Martin Assogba, Président de l’Ong Alcrer
« Gbagbo mérite le sort qui lui est arrivé »
« Je suis très heureux face à ce qui est arrivé à Gbagbo. Cet homme mérite un tel traitement et doit mourir en prison, car il a fait trop de mal à la Côte-d’Ivoire. Vous vous imaginez ? En quatre mois, ce pays a connu des centaines de morts. Des cadavres jonchaient dans les rues d’Abidjan et ailleurs dans le pays à cause d’un seul homme. Il n’a pas gagné les élections. Pourquoi s’est-il alors entêté à se maintenir au pouvoir. La pagaille a assez duré. Il faut le désordre cesse en Afrique. Moi Martin Assogba, je suis en tout cas très satisfait par rapport à l’arrestation de Gbagbo. Il fallait que la communauté internationale agisse de la sorte pour donner le signal à d’autres Chefs d’Etat qui tenteraient d’agir de la même sorte. Non, ce n’est pas sérieux ça. Et je ne suis même pas d’accord avec ceux qui accusent la France de s’ingérer dans les affaires d’un Etat souverain. La France a agi sous l’égide de l’Organisation des Nations Unies et il y a des accords qui l’autorisent à intervenir en cas de besoin, aux côtés des forces de l’Onuci. Pourquoi d’ailleurs, nous ne nous plaignons pas quand les puissances étrangères nous apportent des aides au développement et autres dons ? » Je le dis et je le répète, Gbagbo mérite le sort qui lui est arrivé.
Charles Juste Guédou, cadre et homme politique béninois
« Je regrette que la France soit encore le gendarme de l’Afrique »

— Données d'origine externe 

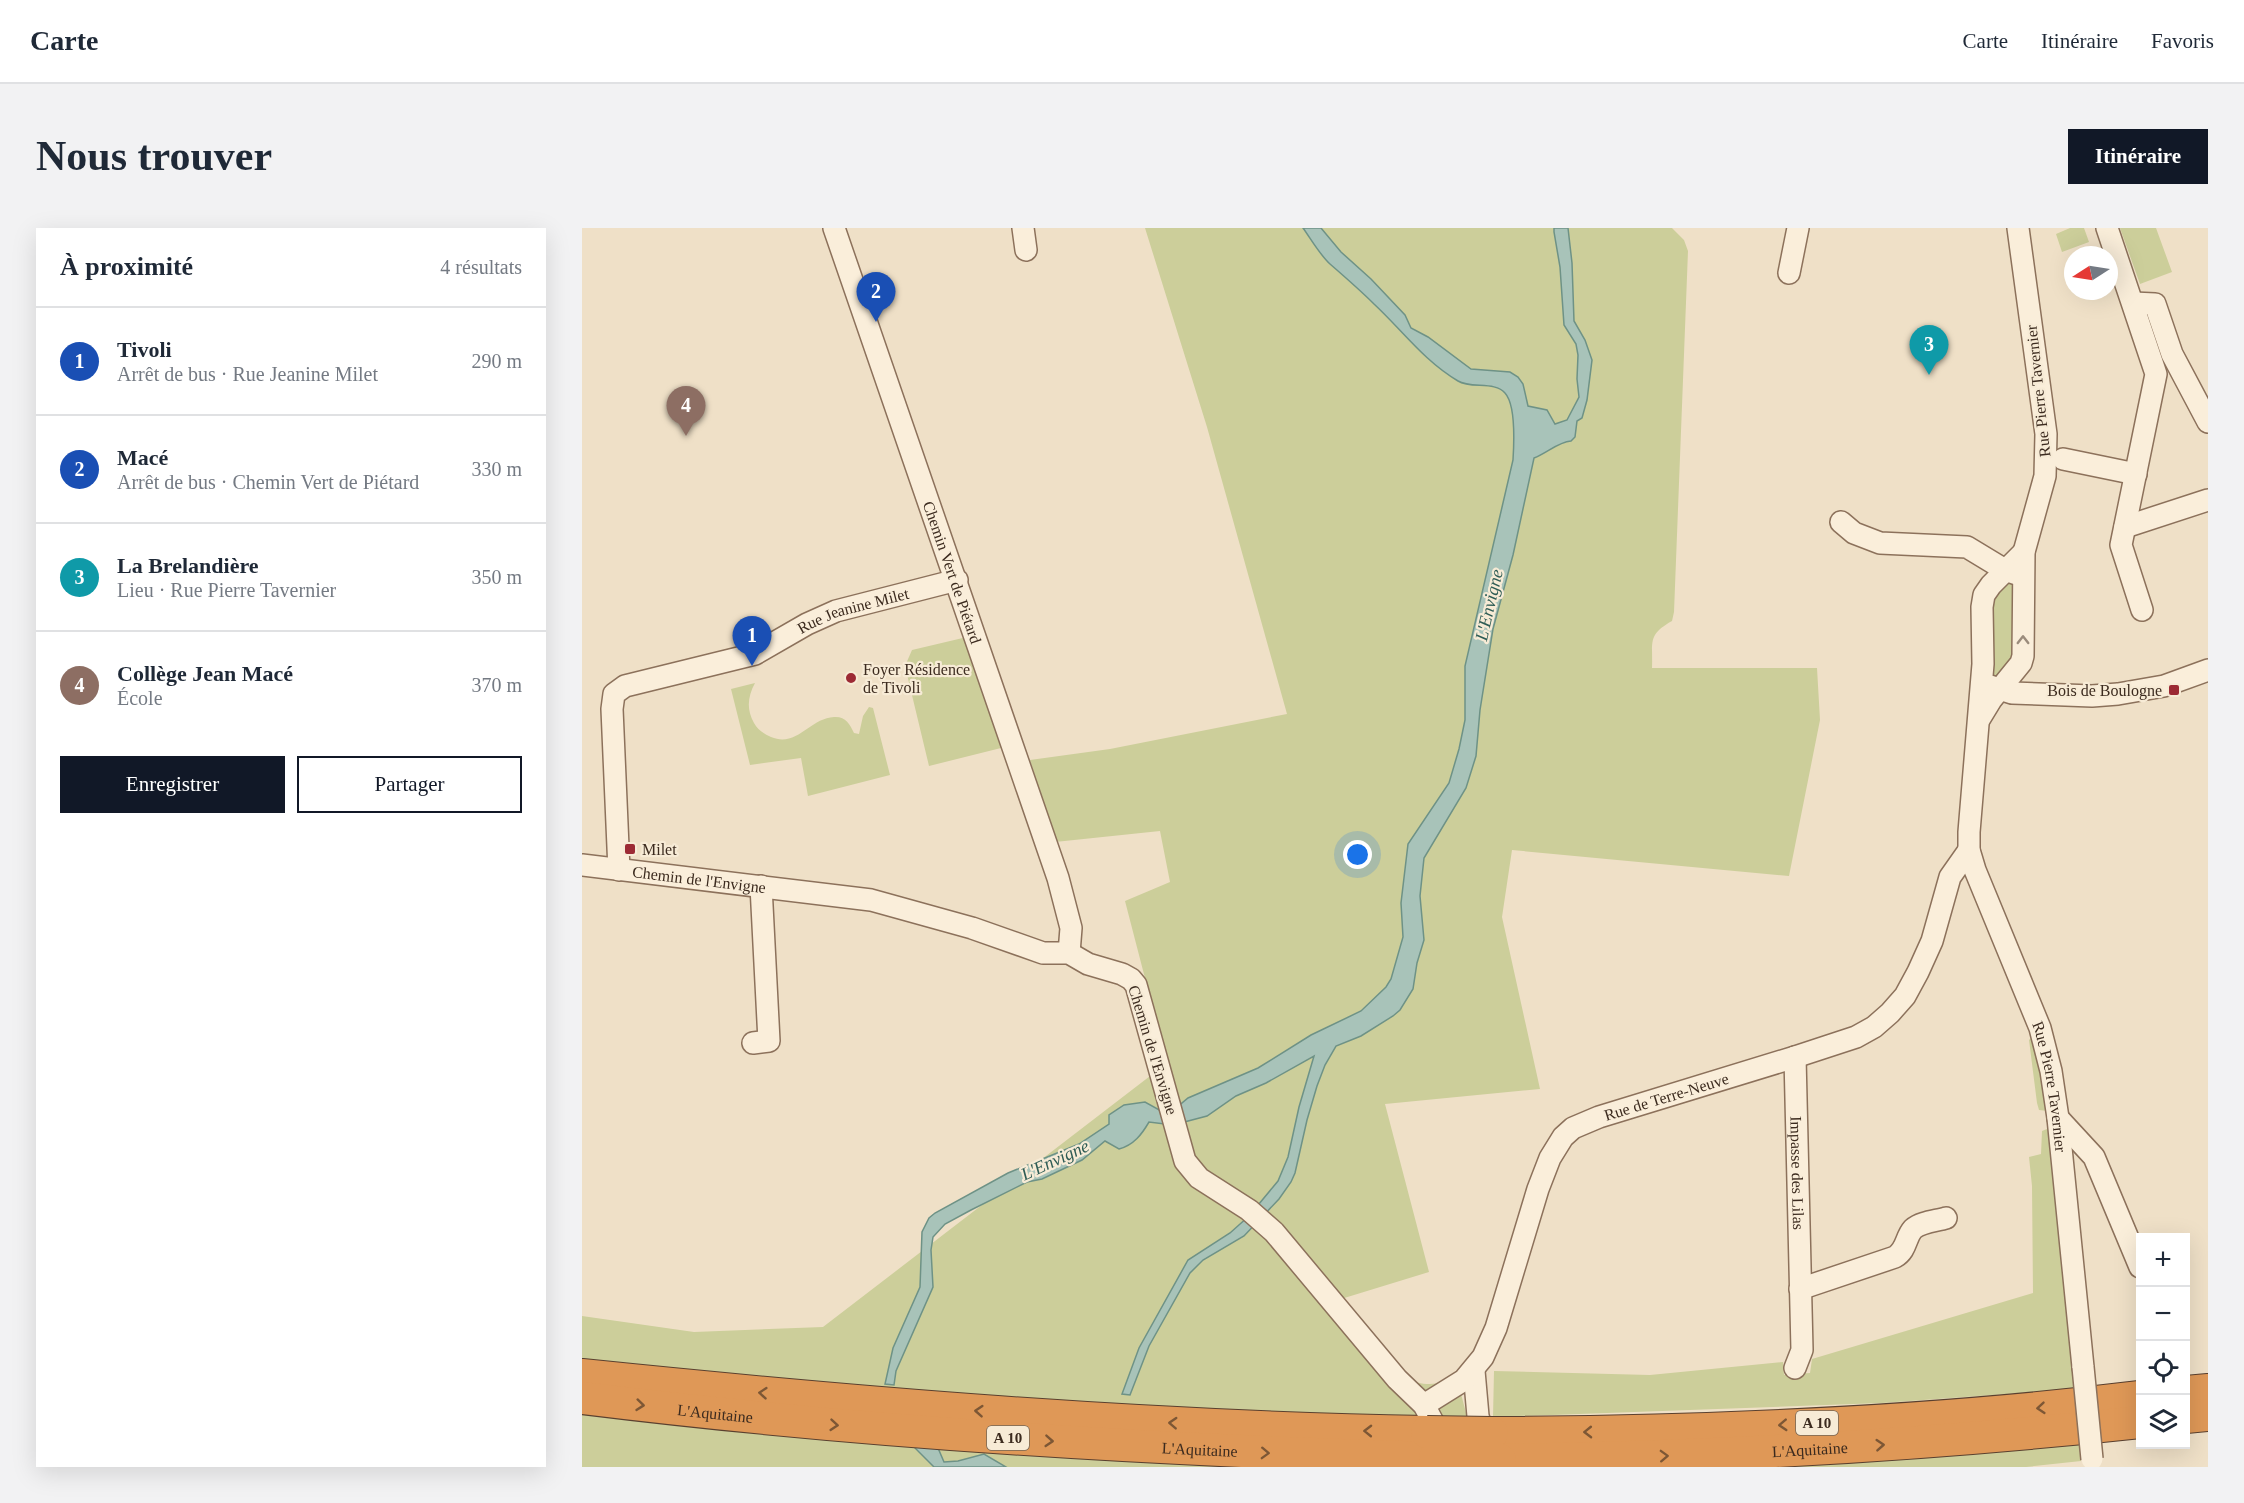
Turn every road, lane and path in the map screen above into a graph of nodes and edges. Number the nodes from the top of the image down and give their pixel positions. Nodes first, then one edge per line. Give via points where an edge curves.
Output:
1 (834, 228) edge
2 (1023, 228) edge
3 (1798, 228) edge
4 (2018, 228) edge
5 (2108, 228) edge
6 (1026, 250) dead end
7 (1789, 273) dead end
8 (2133, 303) junction
9 (2208, 422) edge
10 (2063, 459) dead end
11 (2136, 474) junction
12 (2208, 500) edge
13 (1841, 522) dead end
14 (2125, 527) junction
15 (2014, 575) junction
16 (957, 580) junction
17 (2142, 610) dead end
18 (2208, 670) edge
19 (1990, 686) junction
20 (1969, 850) junction
21 (582, 866) edge
22 (619, 870) junction
23 (761, 886) junction
24 (1069, 953) junction
25 (753, 1043) dead end
26 (1795, 1057) junction
27 (2058, 1118) junction
28 (1946, 1218) dead end
29 (2136, 1257) edge
30 (1800, 1289) junction
31 (1795, 1368) dead end
32 (1473, 1371) junction
33 (582, 1375) edge
34 (2208, 1390) edge
35 (2190, 1392) edge
36 (2136, 1397) edge
37 (582, 1398) edge
38 (2208, 1415) edge
39 (2190, 1417) edge
40 (2136, 1422) edge
41 (1434, 1441) edge
42 (1495, 1453) edge
43 (2092, 1463) edge

1 - 16 street, Chemin Vert de Piétard
2 - 6 street
3 - 7 street
4 - 15 street, Rue Pierre Tavernier via 2046,434 2044,484
5 - 8 street
8 - 9 street via 2155,304 2172,354
8 - 11 street via 2156,374
10 - 11 street
11 - 14 street
12 - 14 street
13 - 15 street via 1854,533 1880,543 1967,547
14 - 17 street via 2121,545
19 -> 15 street via 2021,663 2023,656
15 - 19 street, Rue Pierre Tavernier via 1984,595
16 - 22 street, Rue Jeanine Milet via 836,611 755,654 625,686 615,694 612,709
16 - 24 street, Chemin Vert de Piétard via 1058,878 1071,928
18 - 19 street via 2163,686 2118,694 2030,694
19 - 20 street, Rue Pierre Tavernier via 1979,719
20 - 26 street, Rue de Terre-Neuve via 1950,877 1932,941 1905,996 1874,1027 1856,1037
20 - 27 street, Rue Pierre Tavernier via 2040,1028
21 - 22 street, Chemin de l'Envigne
22 - 23 street, Chemin de l'Envigne
23 - 24 street, Chemin de l'Envigne via 871,900 1043,953
23 - 25 street via 769,1041
24 - 41 street, Chemin de l'Envigne via 1131,979 1191,1171 1257,1216 1284,1242 1396,1379
26 - 30 street, Impasse des Lilas
26 - 32 street, Rue de Terre-Neuve via 1599,1117 1573,1128 1563,1137 1538,1189 1496,1328
27 - 29 street via 2094,1157
27 - 43 street, Rue Pierre Tavernier, bridge
28 - 30 street via 1918,1226 1905,1249 1895,1257
30 - 31 street, Impasse des Lilas via 1802,1350
32 - 41 street, Rue de Terre-Neuve via 1464,1380
32 - 42 street via 1478,1416
41 -> 33 highway, L'Aquitaine / A 10 via 847,1401
34 - 35 highway
36 -> 42 highway, L'Aquitaine / A 10 via 2006,1411 1607,1432
37 -> 41 highway, L'Aquitaine / A 10 via 781,1420 1246,1452
38 - 39 highway
42 -> 40 highway, L'Aquitaine / A 10 via 1620,1458 1824,1449
41 - 42 highway, L'Aquitaine / A 10, bridge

« La crise ivoirienne est en train de connaître son épilogue. J’ai des sentiments de soulagement car la Côte-d‘Ivoire, un pays que je connais beaucoup pour y être allé plusieurs fois, était en devenue un mouroir. Je retiens que l’on soit noir, blanc ou rouge, la démocratie est inéluctable. Je constate également que tous ces morts en Côte-d’Ivoire consacrent l’échec de cette démocratie à l’Africaine. J’ai par ailleurs un sentiment de révolte, car la France est encore le gendarme de l’Afrique. C’est vrai que Laurent Gbagbo a commis des exactions, mais la communauté internationale est allée trop vite. Gbagbo a exigé de recompter les voies. On aurait pu l’écouter aumoins. N’oublions pas que 46% d’ivoiriens ont voté pour lui. On doit cesser de nous considérer comme des barbares en Afrique. Ouattara aura en tout cas accédé au pouvoir dans la confusion. On va juger sans doute Gbagbo, mais je pense que tout le monde est coupable dans cette crise ».